--- TASK MATERIAL ---

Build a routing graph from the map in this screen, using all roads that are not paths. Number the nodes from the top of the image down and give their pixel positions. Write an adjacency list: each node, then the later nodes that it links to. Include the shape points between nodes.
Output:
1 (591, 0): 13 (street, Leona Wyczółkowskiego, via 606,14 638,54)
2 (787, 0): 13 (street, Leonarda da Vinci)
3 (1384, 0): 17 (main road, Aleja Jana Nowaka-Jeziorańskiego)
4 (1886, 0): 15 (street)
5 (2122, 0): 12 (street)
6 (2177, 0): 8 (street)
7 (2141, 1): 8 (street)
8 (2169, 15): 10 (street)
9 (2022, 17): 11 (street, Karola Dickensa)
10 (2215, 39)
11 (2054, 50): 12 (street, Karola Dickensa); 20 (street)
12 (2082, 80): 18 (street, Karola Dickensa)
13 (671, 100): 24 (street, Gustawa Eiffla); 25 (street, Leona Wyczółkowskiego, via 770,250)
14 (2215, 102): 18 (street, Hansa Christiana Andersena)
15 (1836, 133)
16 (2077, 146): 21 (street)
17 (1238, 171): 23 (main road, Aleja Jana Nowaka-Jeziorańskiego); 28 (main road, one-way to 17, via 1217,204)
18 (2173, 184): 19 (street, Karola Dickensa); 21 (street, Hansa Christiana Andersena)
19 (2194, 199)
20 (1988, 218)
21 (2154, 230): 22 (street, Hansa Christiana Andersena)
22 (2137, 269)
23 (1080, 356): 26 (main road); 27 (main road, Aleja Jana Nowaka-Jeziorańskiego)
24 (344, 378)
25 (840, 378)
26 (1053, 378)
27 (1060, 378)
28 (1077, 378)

---

WORK INSTRUCTION: Copy the records above exactly as written.

WRITTEN SOLUTION:
Build a routing graph from the map in this screen, using all roads that are not paths. Number the nodes from the top of the image down and give their pixel positions. Write an adjacency list: each node, then the later nodes that it links to. Include the shape points between nodes.
Output:
1 (591, 0): 13 (street, Leona Wyczółkowskiego, via 606,14 638,54)
2 (787, 0): 13 (street, Leonarda da Vinci)
3 (1384, 0): 17 (main road, Aleja Jana Nowaka-Jeziorańskiego)
4 (1886, 0): 15 (street)
5 (2122, 0): 12 (street)
6 (2177, 0): 8 (street)
7 (2141, 1): 8 (street)
8 (2169, 15): 10 (street)
9 (2022, 17): 11 (street, Karola Dickensa)
10 (2215, 39)
11 (2054, 50): 12 (street, Karola Dickensa); 20 (street)
12 (2082, 80): 18 (street, Karola Dickensa)
13 (671, 100): 24 (street, Gustawa Eiffla); 25 (street, Leona Wyczółkowskiego, via 770,250)
14 (2215, 102): 18 (street, Hansa Christiana Andersena)
15 (1836, 133)
16 (2077, 146): 21 (street)
17 (1238, 171): 23 (main road, Aleja Jana Nowaka-Jeziorańskiego); 28 (main road, one-way to 17, via 1217,204)
18 (2173, 184): 19 (street, Karola Dickensa); 21 (street, Hansa Christiana Andersena)
19 (2194, 199)
20 (1988, 218)
21 (2154, 230): 22 (street, Hansa Christiana Andersena)
22 (2137, 269)
23 (1080, 356): 26 (main road); 27 (main road, Aleja Jana Nowaka-Jeziorańskiego)
24 (344, 378)
25 (840, 378)
26 (1053, 378)
27 (1060, 378)
28 (1077, 378)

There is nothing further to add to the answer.